1620 has 30 divisors (see below), whose sum is σ = 5082. Its totient is φ = 432.

The previous prime is 1619. The next prime is 1621. The reversal of 1620 is 261.

1620 = T16 + T17 + ... + T23.

1620 is an esthetic number in base 16, because in such base its adjacent digits differ by 1.

It is an interprime number because it is at equal distance from previous prime (1619) and next prime (1621).

It can be written as a sum of positive squares in only one way, i.e., 1296 + 324 = 36^2 + 18^2 .

It is a tau number, because it is divible by the number of its divisors (30).

It is a Harshad number since it is a multiple of its sum of digits (9).

It is a nialpdrome in base 9, base 12, base 15 and base 16.
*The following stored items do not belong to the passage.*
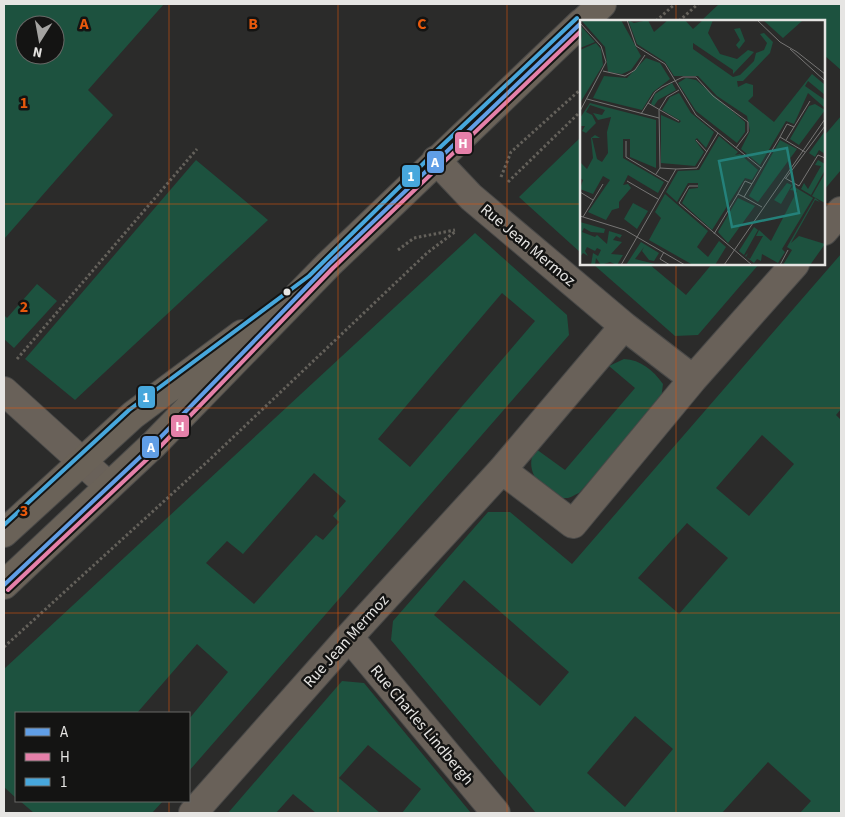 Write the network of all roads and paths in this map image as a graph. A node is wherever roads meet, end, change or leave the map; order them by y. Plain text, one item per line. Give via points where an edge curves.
1 (602, 4) edge
2 (675, 4) edge
3 (698, 4) edge
4 (584, 20) edge
5 (657, 20) edge
6 (680, 20) edge
7 (580, 24) edge
8 (580, 90) edge
9 (580, 112) edge
10 (197, 149) dead end
11 (436, 160) junction
12 (500, 179) dead end
13 (506, 184) dead end
14 (841, 211) edge
15 (458, 229) dead end
16 (825, 230) edge
17 (794, 265) edge
18 (313, 281) junction
19 (624, 326) junction
20 (17, 359) dead end
21 (693, 379) junction
22 (4, 391) edge
23 (82, 462) junction
24 (502, 470) junction
25 (109, 486) junction
26 (4, 533) edge
27 (4, 585) edge
28 (349, 636) junction
29 (4, 647) edge
30 (193, 813) edge
31 (496, 813) edge

1 - 4 main road
2 - 5 path
3 - 6 path
7 - 11 main road
8 - 12 path via 511,152
9 - 13 path
10 - 20 path
11 - 18 main road
11 - 19 street, Rue Jean Mermoz via 471,197
14 - 16 street
15 - 29 path via 427,253 207,462
17 - 21 street
18 - 23 main road via 134,415
18 - 25 main road
19 - 21 street, Rue Jean Mermoz
19 - 24 street, Rue Jean Mermoz
21 - 24 street via 573,524
22 - 23 street
23 - 25 street
23 - 26 main road
24 - 28 street, Rue Jean Mermoz
25 - 27 main road
28 - 30 street, Rue Jean Mermoz
28 - 31 street, Rue Charles Lindbergh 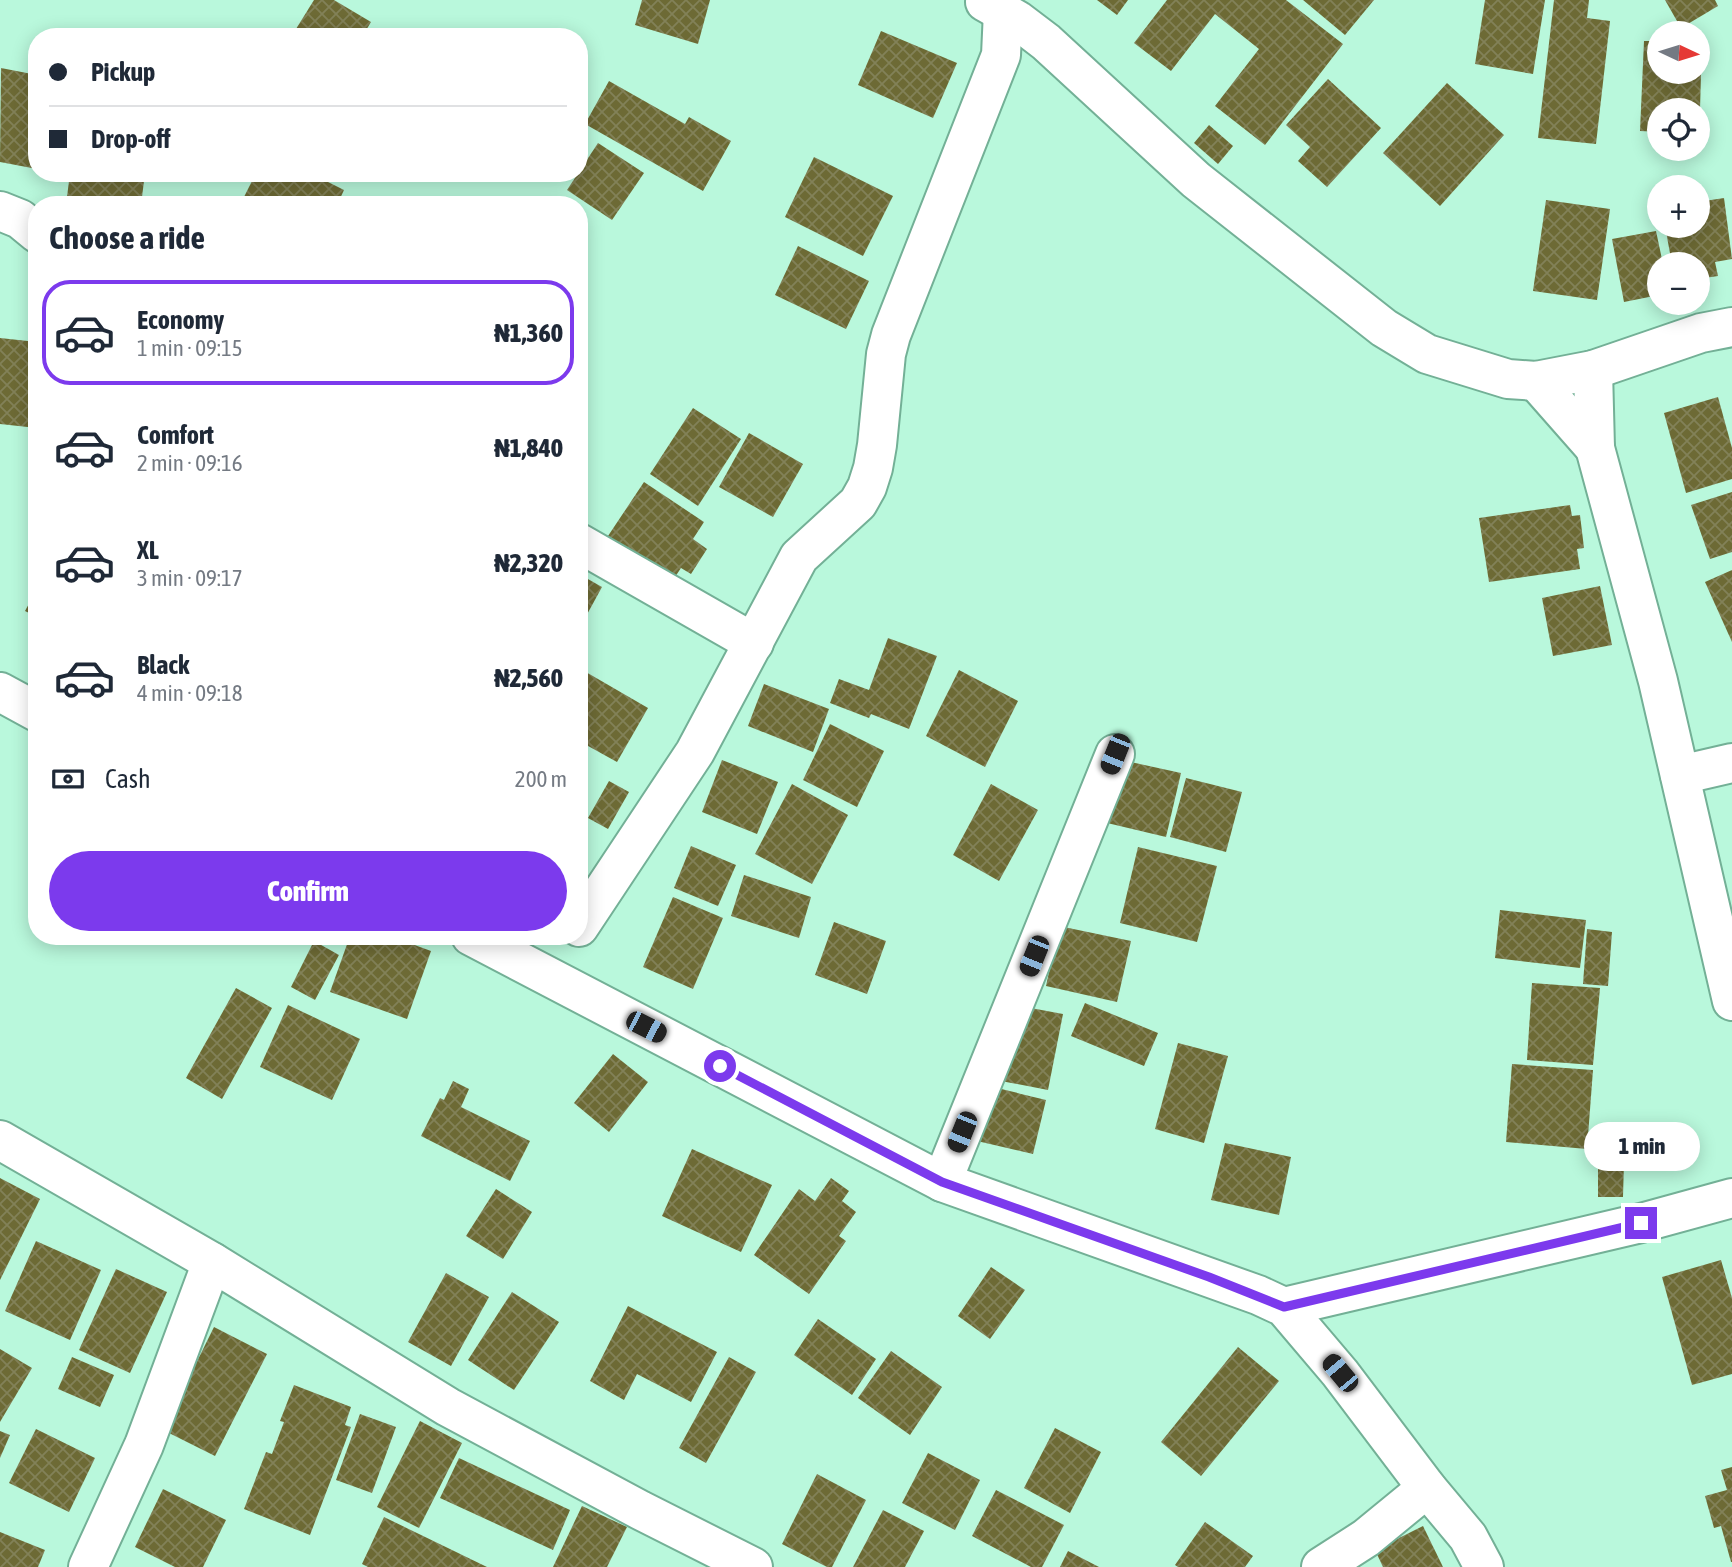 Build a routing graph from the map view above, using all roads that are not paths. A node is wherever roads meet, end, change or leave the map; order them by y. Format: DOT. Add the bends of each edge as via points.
graph roads {
  1 [pos="992,6"];
  2 [pos="1046,42"];
  3 [pos="1001,55"];
  4 [pos="0,211"];
  5 [pos="28,226"];
  6 [pos="1732,327"];
  7 [pos="1593,370"];
  8 [pos="1536,381"];
  9 [pos="1595,448"];
  10 [pos="588,548"];
  11 [pos="754,643"];
  12 [pos="0,692"];
  13 [pos="28,707"];
  14 [pos="1115,754"];
  15 [pos="1732,763"];
  16 [pos="1680,775"];
  17 [pos="588,913"];
  18 [pos="489,945"];
  19 [pos="567,945"];
  20 [pos="548,975"];
  21 [pos="1732,1001"];
  22 [pos="0,1140"];
  23 [pos="942,1182"];
  24 [pos="1732,1198"];
  25 [pos="212,1262"];
  26 [pos="1284,1307"];
  27 [pos="1427,1488"];
  28 [pos="88,1567"];
  29 [pos="752,1567"];
  30 [pos="1321,1567"];
  31 [pos="1484,1567"];
  1 -- 2 [label="street"];
  1 -- 3 [label="street"];
  2 -- 3 [label="street"];
  2 -- 8 [label="street" via="1196,180 1384,328 1427,354 1457,365 1508,379"];
  3 -- 11 [label="street" via="891,335 867,487 858,503 799,557"];
  4 -- 5 [label="street"];
  6 -- 7 [label="street"];
  7 -- 8 [label="street"];
  7 -- 9 [label="street"];
  8 -- 9 [label="street"];
  9 -- 16 [label="street"];
  10 -- 11 [label="street"];
  11 -- 17 [label="street" via="695,752"];
  12 -- 13 [label="street"];
  14 -- 23 [label="street"];
  15 -- 16 [label="street"];
  16 -- 21 [label="street"];
  18 -- 20 [label="street"];
  19 -- 20 [label="street"];
  20 -- 23 [label="street"];
  22 -- 25 [label="street"];
  23 -- 26 [label="street"];
  24 -- 26 [label="street"];
  25 -- 28 [label="street" via="144,1445"];
  25 -- 29 [label="street" via="448,1407"];
  26 -- 27 [label="street"];
  27 -- 30 [label="street" via="1366,1538"];
  27 -- 31 [label="street" via="1468,1537"];
}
It is a zygodrome in base 9.

It is a Saint-Exupery number, since it is equal to the product of the sides of a Pythagorean triangle: 15 × 9 × 12.

It is a congruent number.

It is not an unprimeable number, because it can be changed into a prime (1621) by changing a digit.

It is a pernicious number, because its binary representation contains a prime number (5) of ones.
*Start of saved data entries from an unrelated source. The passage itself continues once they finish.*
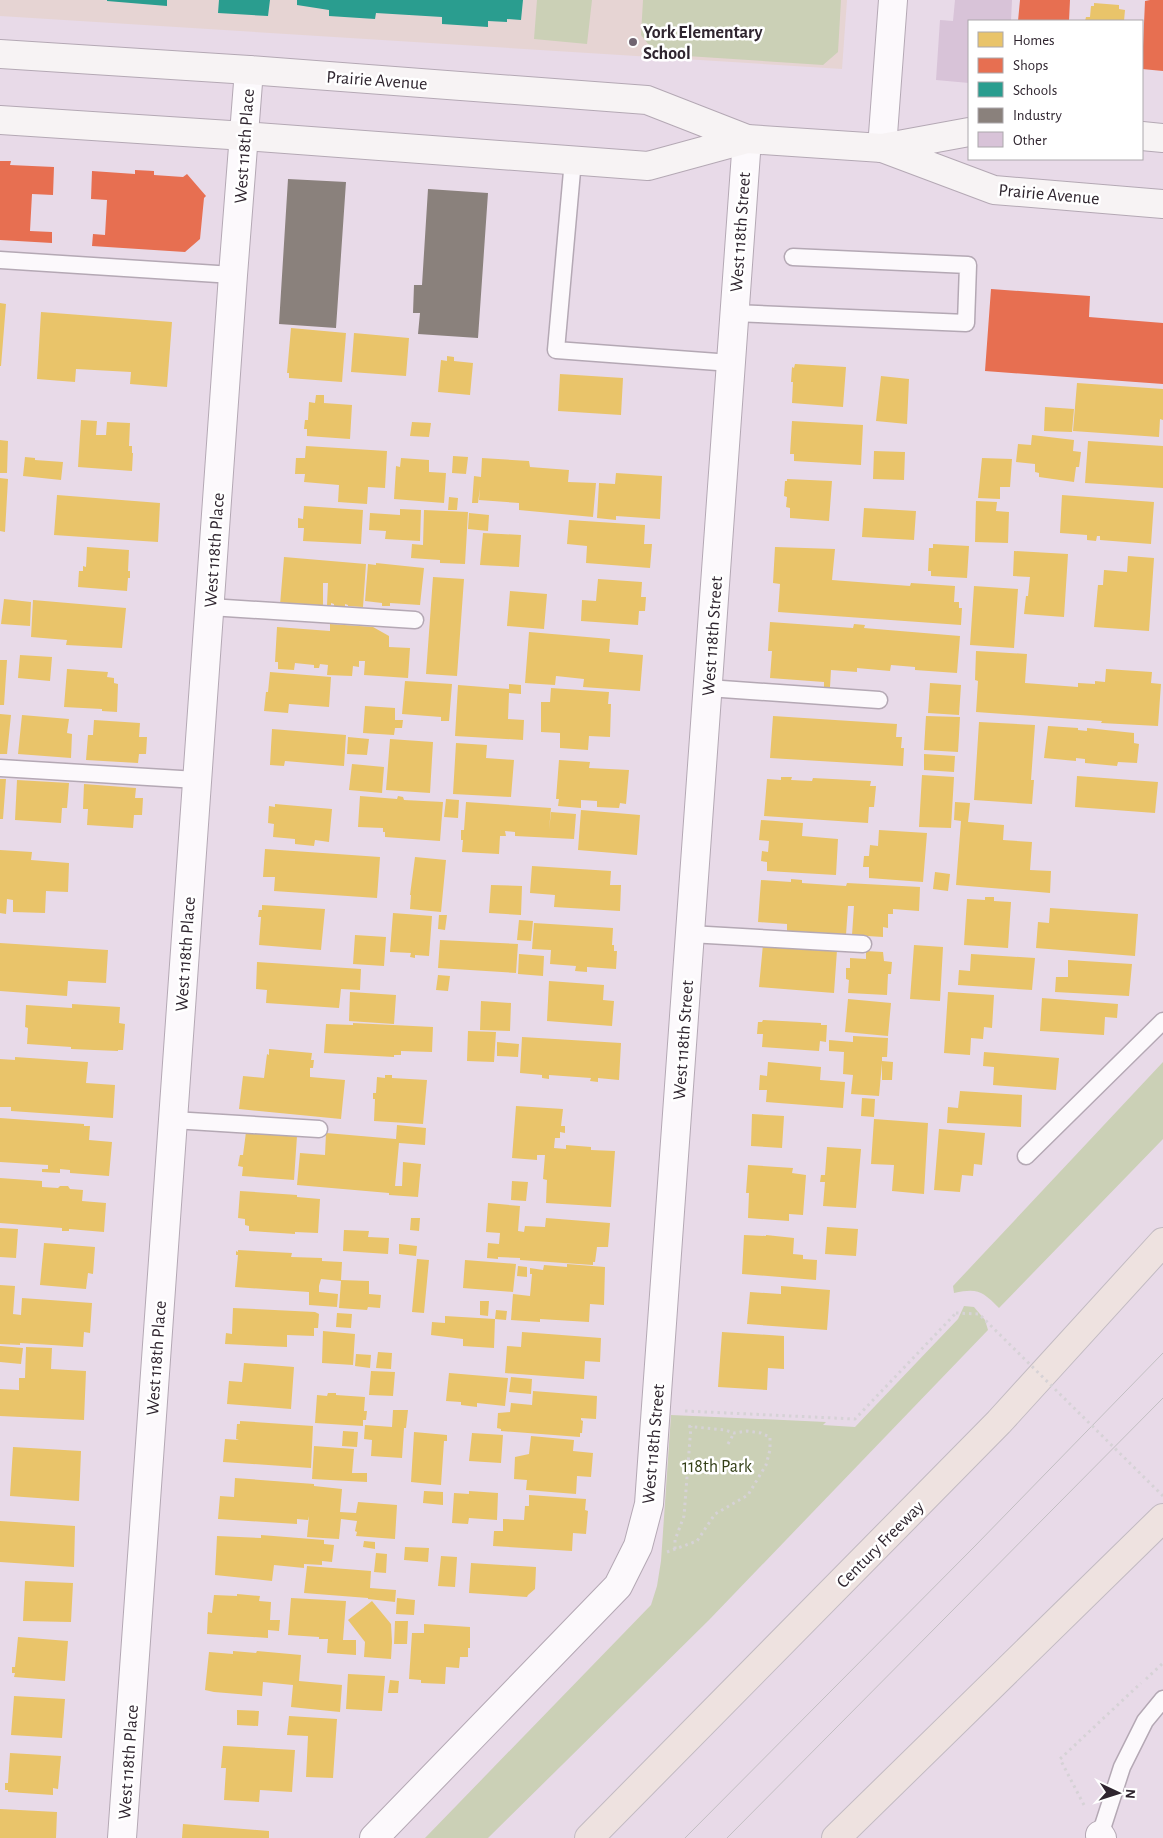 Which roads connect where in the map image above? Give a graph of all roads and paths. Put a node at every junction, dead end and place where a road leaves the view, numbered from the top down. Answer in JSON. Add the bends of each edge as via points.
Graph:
{"nodes":[{"id":1,"x":893,"y":0,"type":"edge"},
{"id":2,"x":0,"y":54,"type":"edge"},
{"id":3,"x":250,"y":70,"type":"junction"},
{"id":4,"x":0,"y":120,"type":"edge"},
{"id":5,"x":968,"y":132,"type":"edge"},
{"id":6,"x":245,"y":136,"type":"junction"},
{"id":7,"x":1143,"y":136,"type":"edge"},
{"id":8,"x":747,"y":138,"type":"junction"},
{"id":9,"x":1163,"y":138,"type":"edge"},
{"id":10,"x":882,"y":148,"type":"junction"},
{"id":11,"x":573,"y":160,"type":"junction"},
{"id":12,"x":1163,"y":204,"type":"edge"},
{"id":13,"x":793,"y":257,"type":"dead end"},
{"id":14,"x":0,"y":260,"type":"edge"},
{"id":15,"x":233,"y":275,"type":"junction"},
{"id":16,"x":734,"y":313,"type":"junction"},
{"id":17,"x":731,"y":363,"type":"junction"},
{"id":18,"x":210,"y":607,"type":"junction"},
{"id":19,"x":415,"y":620,"type":"dead end"},
{"id":20,"x":708,"y":688,"type":"junction"},
{"id":21,"x":879,"y":700,"type":"dead end"},
{"id":22,"x":0,"y":768,"type":"edge"},
{"id":23,"x":197,"y":780,"type":"junction"},
{"id":24,"x":690,"y":934,"type":"junction"},
{"id":25,"x":863,"y":944,"type":"dead end"},
{"id":26,"x":1163,"y":1021,"type":"edge"},
{"id":27,"x":173,"y":1120,"type":"junction"},
{"id":28,"x":319,"y":1129,"type":"dead end"},
{"id":29,"x":1026,"y":1156,"type":"dead end"},
{"id":30,"x":1163,"y":1242,"type":"edge"},
{"id":31,"x":699,"y":1412,"type":"dead end"},
{"id":32,"x":681,"y":1426,"type":"dead end"},
{"id":33,"x":690,"y":1426,"type":"junction"},
{"id":34,"x":734,"y":1433,"type":"junction"},
{"id":35,"x":728,"y":1444,"type":"dead end"},
{"id":36,"x":1163,"y":1496,"type":"edge"},
{"id":37,"x":1163,"y":1518,"type":"edge"},
{"id":38,"x":675,"y":1549,"type":"junction"},
{"id":39,"x":662,"y":1554,"type":"dead end"},
{"id":40,"x":1163,"y":1663,"type":"edge"},
{"id":41,"x":1163,"y":1699,"type":"edge"},
{"id":42,"x":1101,"y":1836,"type":"edge"},
{"id":43,"x":122,"y":1838,"type":"edge"},
{"id":44,"x":374,"y":1838,"type":"edge"},
{"id":45,"x":589,"y":1838,"type":"edge"},
{"id":46,"x":836,"y":1838,"type":"edge"}],
"edges":[{"from":1,"to":10,"type":"street"},
{"from":2,"to":3,"type":"main road","name":"Prairie Avenue"},
{"from":3,"to":6,"type":"street","name":"West 118th Place"},
{"from":3,"to":8,"type":"main road","name":"Prairie Avenue","via":[[647,100]]},
{"from":4,"to":6,"type":"main road","name":"Prairie Avenue"},
{"from":5,"to":10,"type":"main road","name":"Prairie Avenue"},
{"from":6,"to":11,"type":"main road","name":"Prairie Avenue"},
{"from":6,"to":15,"type":"street","name":"West 118th Place"},
{"from":7,"to":9,"type":"main road"},
{"from":8,"to":10,"type":"main road","name":"Prairie Avenue"},
{"from":8,"to":11,"type":"main road","name":"Prairie Avenue","via":[[648,166]]},
{"from":8,"to":16,"type":"street","name":"West 118th Street"},
{"from":10,"to":12,"type":"main road","name":"Prairie Avenue","via":[[994,190]]},
{"from":11,"to":17,"type":"lane","via":[[556,350]]},
{"from":13,"to":16,"type":"lane","via":[[968,265],[966,323]]},
{"from":14,"to":15,"type":"lane"},
{"from":15,"to":18,"type":"street","name":"West 118th Place"},
{"from":16,"to":17,"type":"street","name":"West 118th Street"},
{"from":17,"to":20,"type":"street","name":"West 118th Street"},
{"from":18,"to":19,"type":"lane"},
{"from":18,"to":23,"type":"street","name":"West 118th Place"},
{"from":20,"to":21,"type":"lane"},
{"from":20,"to":24,"type":"street","name":"West 118th Street"},
{"from":22,"to":23,"type":"lane"},
{"from":23,"to":27,"type":"street","name":"West 118th Place"},
{"from":24,"to":25,"type":"lane"},
{"from":24,"to":44,"type":"street","name":"West 118th Street","via":[[649,1504],[638,1546],[618,1586]]},
{"from":26,"to":29,"type":"lane"},
{"from":27,"to":28,"type":"lane"},
{"from":27,"to":43,"type":"street","name":"West 118th Place"},
{"from":30,"to":45,"type":"highway","name":"Century Freeway","via":[[1000,1422]]},
{"from":31,"to":36,"type":"path","bridge":true,"via":[[855,1418],[956,1313],[979,1314]]},
{"from":32,"to":33,"type":"path"},
{"from":33,"to":34,"type":"path"},
{"from":33,"to":38,"type":"path","via":[[684,1516]]},
{"from":34,"to":35,"type":"path"},
{"from":34,"to":38,"type":"path","via":[[762,1432],[770,1437],[766,1465],[748,1496],[715,1514],[697,1541]]},
{"from":37,"to":46,"type":"highway"},
{"from":38,"to":39,"type":"path"},
{"from":40,"to":42,"type":"path","via":[[1060,1759]]},
{"from":41,"to":42,"type":"lane","via":[[1145,1721],[1122,1767]]}]}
It is a polite number, since it can be written in 9 ways as a sum of consecutive naturals, for example, 322 + ... + 326.

1620 is a gapful number since it is divisible by the number (10) formed by its first and last digit.

It is an amenable number.

It is a practical number, because each smaller number is the sum of distinct divisors of 1620, and also a Zumkeller number, because its divisors can be partitioned in two sets with the same sum (2541).

1620 is an abundant number, since it is smaller than the sum of its proper divisors (3462).

It is a pseudoperfect number, because it is the sum of a subset of its proper divisors.

1620 is a wasteful number, since it uses less digits than its factorization.

1620 is an odious number, because the sum of its binary digits is odd.

The sum of its prime factors is 21 (or 10 counting only the distinct ones).

The product of its (nonzero) digits is 12, while the sum is 9.

The square root of 1620 is about 40.2492235950. The cubic root of 1620 is about 11.7446029235.

Adding to 1620 its reverse (261), we get a palindrome (1881).

It can be divided in two parts, 16 and 20, that added together give a triangular number (36 = T8).

The spelling of 1620 in words is "one thousand, six hundred twenty".